I press my ear to the vent.
It sounds like water learning to drown itself.
I want to call it father,
but the word still bites when I try.
The house has arteries of copper and rust.
When the heat kicks on,
it’s like blood remembering its purpose.
I walk room to room,
touching walls that remember me younger,
fewer scars, smaller prayers.
The hum grows louder when I stop listening.
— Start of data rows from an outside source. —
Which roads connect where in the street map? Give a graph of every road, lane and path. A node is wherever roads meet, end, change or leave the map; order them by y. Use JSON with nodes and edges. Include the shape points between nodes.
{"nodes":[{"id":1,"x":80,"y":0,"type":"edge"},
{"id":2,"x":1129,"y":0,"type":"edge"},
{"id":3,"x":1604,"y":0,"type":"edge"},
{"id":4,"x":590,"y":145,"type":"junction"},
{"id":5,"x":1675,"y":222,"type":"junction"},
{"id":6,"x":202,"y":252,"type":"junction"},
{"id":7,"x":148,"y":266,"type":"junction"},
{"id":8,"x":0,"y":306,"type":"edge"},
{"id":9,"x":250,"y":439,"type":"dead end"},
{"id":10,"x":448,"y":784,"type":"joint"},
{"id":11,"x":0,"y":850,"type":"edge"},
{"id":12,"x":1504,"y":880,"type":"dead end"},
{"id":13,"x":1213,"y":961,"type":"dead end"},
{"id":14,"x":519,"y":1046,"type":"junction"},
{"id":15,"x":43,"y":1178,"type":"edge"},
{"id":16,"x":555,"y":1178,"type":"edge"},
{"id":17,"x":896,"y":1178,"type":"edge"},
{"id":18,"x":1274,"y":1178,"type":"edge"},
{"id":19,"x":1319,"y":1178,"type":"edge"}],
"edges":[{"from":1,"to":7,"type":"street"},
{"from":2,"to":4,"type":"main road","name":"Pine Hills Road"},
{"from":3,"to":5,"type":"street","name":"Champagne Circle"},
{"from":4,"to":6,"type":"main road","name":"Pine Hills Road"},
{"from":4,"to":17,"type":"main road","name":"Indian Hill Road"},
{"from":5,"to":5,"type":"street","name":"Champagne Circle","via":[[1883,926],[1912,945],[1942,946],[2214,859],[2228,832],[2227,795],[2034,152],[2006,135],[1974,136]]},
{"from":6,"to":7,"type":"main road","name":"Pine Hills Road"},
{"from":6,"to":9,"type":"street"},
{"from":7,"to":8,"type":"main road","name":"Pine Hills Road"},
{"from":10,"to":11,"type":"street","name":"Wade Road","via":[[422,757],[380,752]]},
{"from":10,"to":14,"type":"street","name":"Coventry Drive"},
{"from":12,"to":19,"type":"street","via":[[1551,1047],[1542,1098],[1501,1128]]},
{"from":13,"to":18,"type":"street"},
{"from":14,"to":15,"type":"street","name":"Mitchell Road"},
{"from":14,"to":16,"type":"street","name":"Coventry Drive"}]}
If I open the door to the basement,
will it stop pretending to be warmth?
Will it speak the truth —
that every home is a body,
and every body, a burning house?
Women Love Conversation
“Women love conversation.”
Yet, I am a woman
and hate the sound of my own voice.
How brittle it is
in the mirror of others’ faces,
watching it reflect back
and prick me with its shards;
the glass always breaks.
Oftentimes,
there are fingers digging
down the back of my throat,
past the gag —
palms pressing up against my jugular,
trying to pry more words out,
trying to understand
why they won’t come out on their own.
I’m tired of the plucking, the pulling,
the questions as to why
I don’t take advantage
of the silence every time it opens up.
It’s not mine for the taking.
It never has been.
House of Misery
I built a house from my unspoken backbone.
Nailed down the floorboards with every lie I never meant.
Hung curtains to shelter my whispered prayers
that never made it to God.
The front door is splintered out of the grief I’ve swallowed,
still sticky from silence that strangled me whole.
The roof is tacked and torn, still leaking misery
from every night spent with my fists curled in my mouth.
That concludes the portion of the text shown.